** TASK TO COMPLETE **
Omit every picture, then return each line of the data below exactly.

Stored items
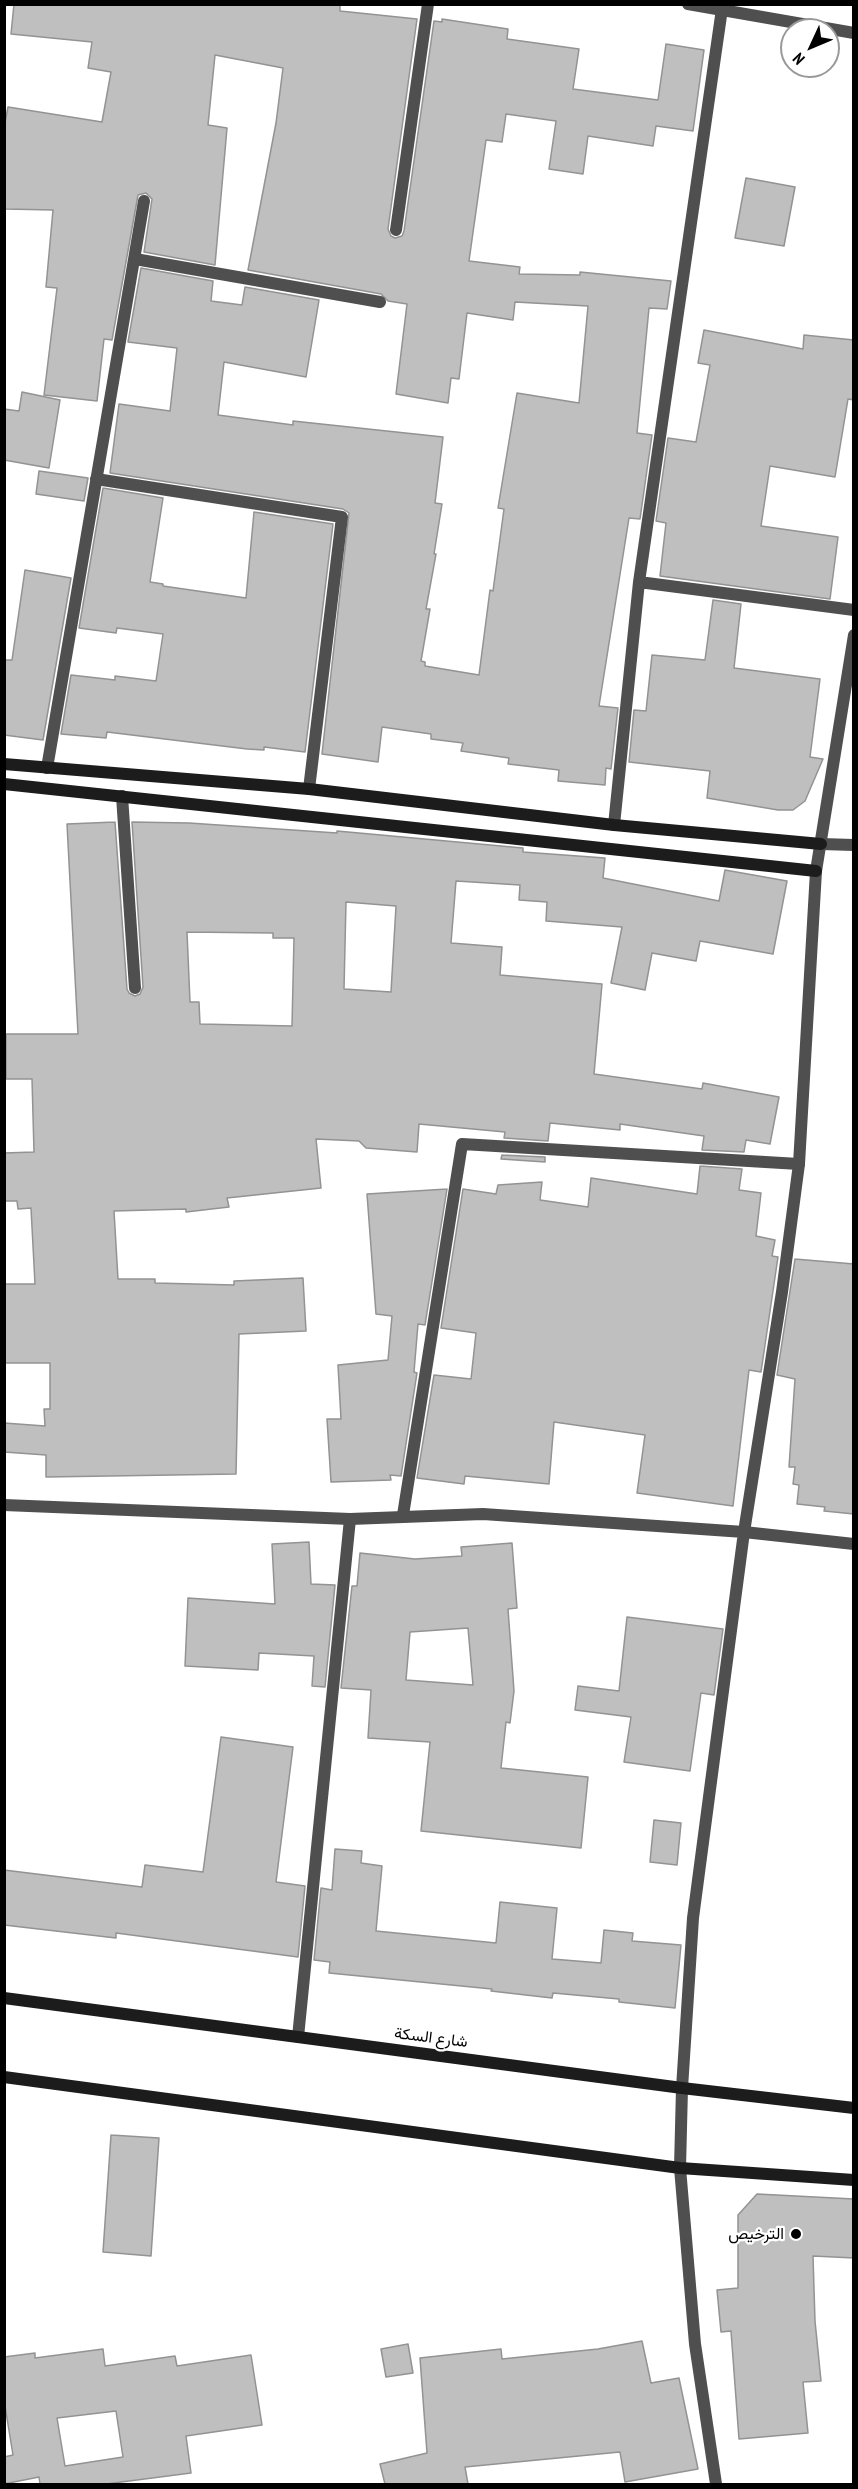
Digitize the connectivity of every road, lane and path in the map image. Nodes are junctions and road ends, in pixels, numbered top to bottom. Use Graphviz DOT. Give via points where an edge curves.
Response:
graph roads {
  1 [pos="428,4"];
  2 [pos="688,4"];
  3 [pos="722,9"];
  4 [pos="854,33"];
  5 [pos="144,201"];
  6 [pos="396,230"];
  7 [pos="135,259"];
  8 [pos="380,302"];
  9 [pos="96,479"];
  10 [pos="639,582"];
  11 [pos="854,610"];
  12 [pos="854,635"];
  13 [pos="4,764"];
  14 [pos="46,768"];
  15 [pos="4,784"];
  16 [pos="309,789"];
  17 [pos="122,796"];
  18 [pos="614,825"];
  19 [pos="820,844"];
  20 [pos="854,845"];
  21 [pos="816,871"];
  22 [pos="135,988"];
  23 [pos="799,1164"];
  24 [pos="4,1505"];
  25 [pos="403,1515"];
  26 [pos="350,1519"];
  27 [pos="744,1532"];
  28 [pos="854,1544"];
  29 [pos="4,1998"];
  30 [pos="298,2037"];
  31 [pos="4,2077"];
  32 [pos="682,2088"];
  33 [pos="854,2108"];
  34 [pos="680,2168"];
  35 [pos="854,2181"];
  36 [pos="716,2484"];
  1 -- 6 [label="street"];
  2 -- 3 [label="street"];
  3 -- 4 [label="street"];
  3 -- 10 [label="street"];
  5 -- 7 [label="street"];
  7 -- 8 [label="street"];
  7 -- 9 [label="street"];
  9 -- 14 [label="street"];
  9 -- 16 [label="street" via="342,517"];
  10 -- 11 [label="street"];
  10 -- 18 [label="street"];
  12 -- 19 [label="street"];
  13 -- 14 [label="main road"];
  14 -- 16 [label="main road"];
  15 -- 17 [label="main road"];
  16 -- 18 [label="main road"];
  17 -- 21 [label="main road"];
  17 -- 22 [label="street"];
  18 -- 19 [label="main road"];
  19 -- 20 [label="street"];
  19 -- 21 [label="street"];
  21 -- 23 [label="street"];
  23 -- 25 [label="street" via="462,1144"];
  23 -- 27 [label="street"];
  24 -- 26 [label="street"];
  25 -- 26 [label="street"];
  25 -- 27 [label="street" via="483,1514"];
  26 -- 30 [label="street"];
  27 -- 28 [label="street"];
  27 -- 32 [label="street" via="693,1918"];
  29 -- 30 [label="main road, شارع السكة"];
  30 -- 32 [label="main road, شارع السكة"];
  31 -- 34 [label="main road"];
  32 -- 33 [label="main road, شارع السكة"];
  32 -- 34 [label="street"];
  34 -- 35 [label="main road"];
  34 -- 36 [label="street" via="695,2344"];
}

** ANSWER TO THIS TASK **
Digitize the connectivity of every road, lane and path in the map image. Nodes are junctions and road ends, in pixels, numbered top to bottom. Use Graphviz DOT. Give via points where an edge curves.
Response:
graph roads {
  1 [pos="428,4"];
  2 [pos="688,4"];
  3 [pos="722,9"];
  4 [pos="854,33"];
  5 [pos="144,201"];
  6 [pos="396,230"];
  7 [pos="135,259"];
  8 [pos="380,302"];
  9 [pos="96,479"];
  10 [pos="639,582"];
  11 [pos="854,610"];
  12 [pos="854,635"];
  13 [pos="4,764"];
  14 [pos="46,768"];
  15 [pos="4,784"];
  16 [pos="309,789"];
  17 [pos="122,796"];
  18 [pos="614,825"];
  19 [pos="820,844"];
  20 [pos="854,845"];
  21 [pos="816,871"];
  22 [pos="135,988"];
  23 [pos="799,1164"];
  24 [pos="4,1505"];
  25 [pos="403,1515"];
  26 [pos="350,1519"];
  27 [pos="744,1532"];
  28 [pos="854,1544"];
  29 [pos="4,1998"];
  30 [pos="298,2037"];
  31 [pos="4,2077"];
  32 [pos="682,2088"];
  33 [pos="854,2108"];
  34 [pos="680,2168"];
  35 [pos="854,2181"];
  36 [pos="716,2484"];
  1 -- 6 [label="street"];
  2 -- 3 [label="street"];
  3 -- 4 [label="street"];
  3 -- 10 [label="street"];
  5 -- 7 [label="street"];
  7 -- 8 [label="street"];
  7 -- 9 [label="street"];
  9 -- 14 [label="street"];
  9 -- 16 [label="street" via="342,517"];
  10 -- 11 [label="street"];
  10 -- 18 [label="street"];
  12 -- 19 [label="street"];
  13 -- 14 [label="main road"];
  14 -- 16 [label="main road"];
  15 -- 17 [label="main road"];
  16 -- 18 [label="main road"];
  17 -- 21 [label="main road"];
  17 -- 22 [label="street"];
  18 -- 19 [label="main road"];
  19 -- 20 [label="street"];
  19 -- 21 [label="street"];
  21 -- 23 [label="street"];
  23 -- 25 [label="street" via="462,1144"];
  23 -- 27 [label="street"];
  24 -- 26 [label="street"];
  25 -- 26 [label="street"];
  25 -- 27 [label="street" via="483,1514"];
  26 -- 30 [label="street"];
  27 -- 28 [label="street"];
  27 -- 32 [label="street" via="693,1918"];
  29 -- 30 [label="main road, شارع السكة"];
  30 -- 32 [label="main road, شارع السكة"];
  31 -- 34 [label="main road"];
  32 -- 33 [label="main road, شارع السكة"];
  32 -- 34 [label="street"];
  34 -- 35 [label="main road"];
  34 -- 36 [label="street" via="695,2344"];
}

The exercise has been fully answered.